> [REQUIRED ACTION]
Each line below that holds the string "nodes" counts once; report the total and nothing else.
EXERCISE DATA section start
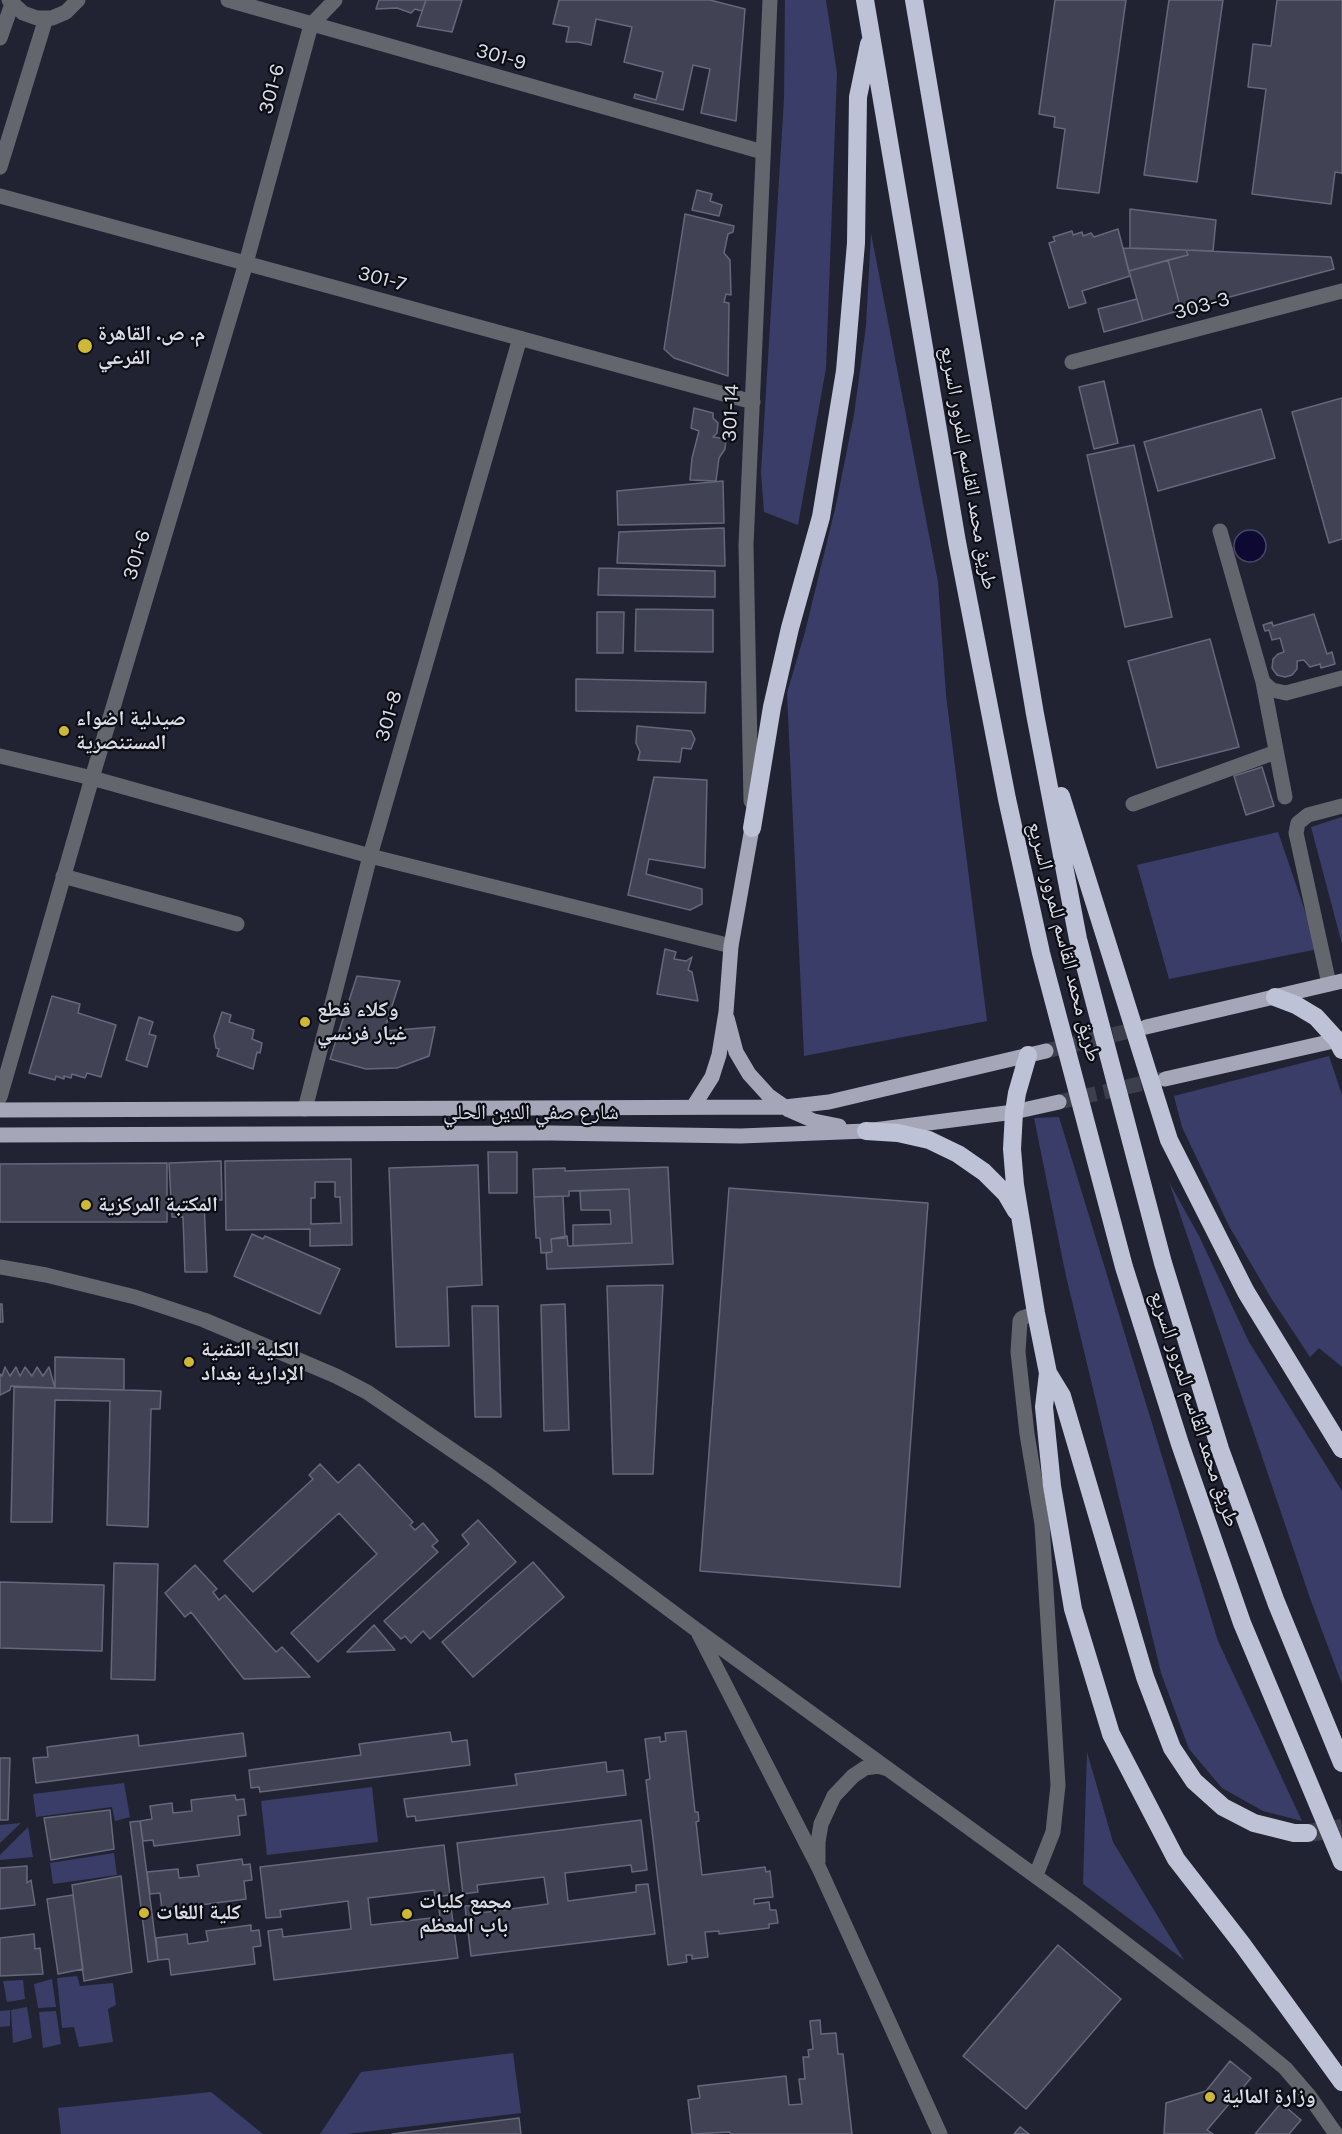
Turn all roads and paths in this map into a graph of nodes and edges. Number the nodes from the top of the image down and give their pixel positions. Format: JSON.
{"nodes":[{"id":1,"x":78,"y":0,"type":"edge"},
{"id":2,"x":228,"y":0,"type":"edge"},
{"id":3,"x":335,"y":0,"type":"edge"},
{"id":4,"x":770,"y":0,"type":"edge"},
{"id":5,"x":865,"y":0,"type":"edge"},
{"id":6,"x":914,"y":0,"type":"edge"},
{"id":7,"x":10,"y":2,"type":"edge"},
{"id":8,"x":46,"y":18,"type":"junction"},
{"id":9,"x":311,"y":25,"type":"junction"},
{"id":10,"x":871,"y":33,"type":"junction"},
{"id":11,"x":0,"y":38,"type":"edge"},
{"id":12,"x":764,"y":152,"type":"junction"},
{"id":13,"x":0,"y":166,"type":"edge"},
{"id":14,"x":0,"y":196,"type":"edge"},
{"id":15,"x":246,"y":263,"type":"junction"},
{"id":16,"x":1342,"y":291,"type":"edge"},
{"id":17,"x":520,"y":338,"type":"junction"},
{"id":18,"x":1072,"y":362,"type":"dead end"},
{"id":19,"x":753,"y":402,"type":"junction"},
{"id":20,"x":1220,"y":531,"type":"dead end"},
{"id":21,"x":1342,"y":678,"type":"edge"},
{"id":22,"x":1263,"y":682,"type":"junction"},
{"id":23,"x":1035,"y":714,"type":"junction"},
{"id":24,"x":1276,"y":752,"type":"junction"},
{"id":25,"x":0,"y":756,"type":"edge"},
{"id":26,"x":92,"y":778,"type":"junction"},
{"id":27,"x":1285,"y":797,"type":"dead end"},
{"id":28,"x":1133,"y":804,"type":"dead end"},
{"id":29,"x":1342,"y":806,"type":"edge"},
{"id":30,"x":752,"y":828,"type":"junction"},
{"id":31,"x":370,"y":856,"type":"junction"},
{"id":32,"x":63,"y":876,"type":"junction"},
{"id":33,"x":237,"y":924,"type":"dead end"},
{"id":34,"x":731,"y":946,"type":"junction"},
{"id":35,"x":1335,"y":982,"type":"edge"},
{"id":36,"x":1275,"y":997,"type":"junction"},
{"id":37,"x":726,"y":1012,"type":"junction"},
{"id":38,"x":1146,"y":1027,"type":"tunnel mouth"},
{"id":39,"x":1340,"y":1043,"type":"edge"},
{"id":40,"x":1037,"y":1053,"type":"joint"},
{"id":41,"x":1165,"y":1079,"type":"tunnel mouth"},
{"id":42,"x":0,"y":1097,"type":"edge"},
{"id":43,"x":1059,"y":1102,"type":"tunnel mouth"},
{"id":44,"x":693,"y":1107,"type":"junction"},
{"id":45,"x":784,"y":1107,"type":"junction"},
{"id":46,"x":305,"y":1108,"type":"junction"},
{"id":47,"x":0,"y":1110,"type":"edge"},
{"id":48,"x":1014,"y":1112,"type":"junction"},
{"id":49,"x":866,"y":1131,"type":"junction"},
{"id":50,"x":0,"y":1135,"type":"edge"},
{"id":51,"x":1022,"y":1221,"type":"junction"},
{"id":52,"x":0,"y":1267,"type":"edge"},
{"id":53,"x":1036,"y":1313,"type":"junction"},
{"id":54,"x":1048,"y":1373,"type":"junction"},
{"id":55,"x":1342,"y":1449,"type":"edge"},
{"id":56,"x":698,"y":1631,"type":"junction"},
{"id":57,"x":1342,"y":1763,"type":"edge"},
{"id":58,"x":891,"y":1770,"type":"junction"},
{"id":59,"x":1308,"y":1833,"type":"tunnel mouth"},
{"id":60,"x":1342,"y":1862,"type":"edge"},
{"id":61,"x":819,"y":1868,"type":"junction"},
{"id":62,"x":1036,"y":1875,"type":"junction"},
{"id":63,"x":1342,"y":2082,"type":"edge"},
{"id":64,"x":940,"y":2134,"type":"edge"},
{"id":65,"x":1336,"y":2134,"type":"edge"}],
"edges":[{"from":1,"to":8,"type":"street"},
{"from":2,"to":9,"type":"street","name":"301-9"},
{"from":3,"to":9,"type":"street"},
{"from":4,"to":12,"type":"street","name":"301-14"},
{"from":5,"to":10,"type":"highway","name":"طريق محمد القاسم للمرور السريع"},
{"from":6,"to":23,"type":"highway","name":"طريق محمد القاسم للمرور السريع"},
{"from":7,"to":8,"type":"street"},
{"from":7,"to":11,"type":"street"},
{"from":8,"to":13,"type":"street"},
{"from":9,"to":12,"type":"street","name":"301-9"},
{"from":9,"to":15,"type":"street","name":"301-6"},
{"from":10,"to":30,"type":"highway"},
{"from":10,"to":60,"type":"highway","name":"طريق محمد القاسم للمرور السريع"},
{"from":12,"to":19,"type":"street","name":"301-14"},
{"from":14,"to":15,"type":"street","name":"301-7"},
{"from":15,"to":17,"type":"street","name":"301-7"},
{"from":15,"to":26,"type":"street","name":"301-6"},
{"from":16,"to":18,"type":"street","name":"303-3"},
{"from":17,"to":19,"type":"street","name":"301-7"},
{"from":17,"to":31,"type":"street","name":"301-8"},
{"from":19,"to":30,"type":"street","name":"301-14"},
{"from":20,"to":22,"type":"street"},
{"from":21,"to":22,"type":"street"},
{"from":22,"to":24,"type":"street"},
{"from":23,"to":55,"type":"highway"},
{"from":23,"to":57,"type":"highway","name":"طريق محمد القاسم للمرور السريع"},
{"from":24,"to":27,"type":"street"},
{"from":24,"to":28,"type":"street"},
{"from":25,"to":26,"type":"street"},
{"from":26,"to":31,"type":"street"},
{"from":26,"to":32,"type":"street","name":"301-6"},
{"from":29,"to":35,"type":"street"},
{"from":30,"to":34,"type":"main road"},
{"from":31,"to":34,"type":"street"},
{"from":31,"to":46,"type":"street","name":"301-8"},
{"from":32,"to":33,"type":"street"},
{"from":32,"to":42,"type":"street","name":"301-6"},
{"from":34,"to":37,"type":"main road"},
{"from":35,"to":36,"type":"main road"},
{"from":36,"to":38,"type":"main road"},
{"from":36,"to":39,"type":"highway"},
{"from":37,"to":44,"type":"main road"},
{"from":37,"to":45,"type":"main road"},
{"from":39,"to":41,"type":"main road"},
{"from":40,"to":45,"type":"main road","name":"شارع صفي الدين الحلي"},
{"from":40,"to":48,"type":"highway"},
{"from":43,"to":48,"type":"main road","name":"شارع صفي الدين الحلي"},
{"from":44,"to":45,"type":"main road","name":"شارع صفي الدين الحلي"},
{"from":44,"to":46,"type":"main road","name":"شارع صفي الدين الحلي"},
{"from":45,"to":49,"type":"main road"},
{"from":46,"to":47,"type":"main road","name":"شارع صفي الدين الحلي"},
{"from":48,"to":49,"type":"main road","name":"شارع صفي الدين الحلي"},
{"from":48,"to":51,"type":"highway"},
{"from":49,"to":50,"type":"main road","name":"شارع صفي الدين الحلي"},
{"from":49,"to":51,"type":"highway"},
{"from":51,"to":53,"type":"highway"},
{"from":52,"to":56,"type":"street"},
{"from":53,"to":54,"type":"highway"},
{"from":53,"to":62,"type":"street"},
{"from":54,"to":59,"type":"highway"},
{"from":54,"to":63,"type":"highway"},
{"from":56,"to":58,"type":"street"},
{"from":56,"to":61,"type":"street"},
{"from":58,"to":61,"type":"street"},
{"from":58,"to":62,"type":"street"},
{"from":61,"to":64,"type":"street"},
{"from":62,"to":65,"type":"street"}]}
EXERCISE DATA section end
> [SOLVED EXERCISE]
2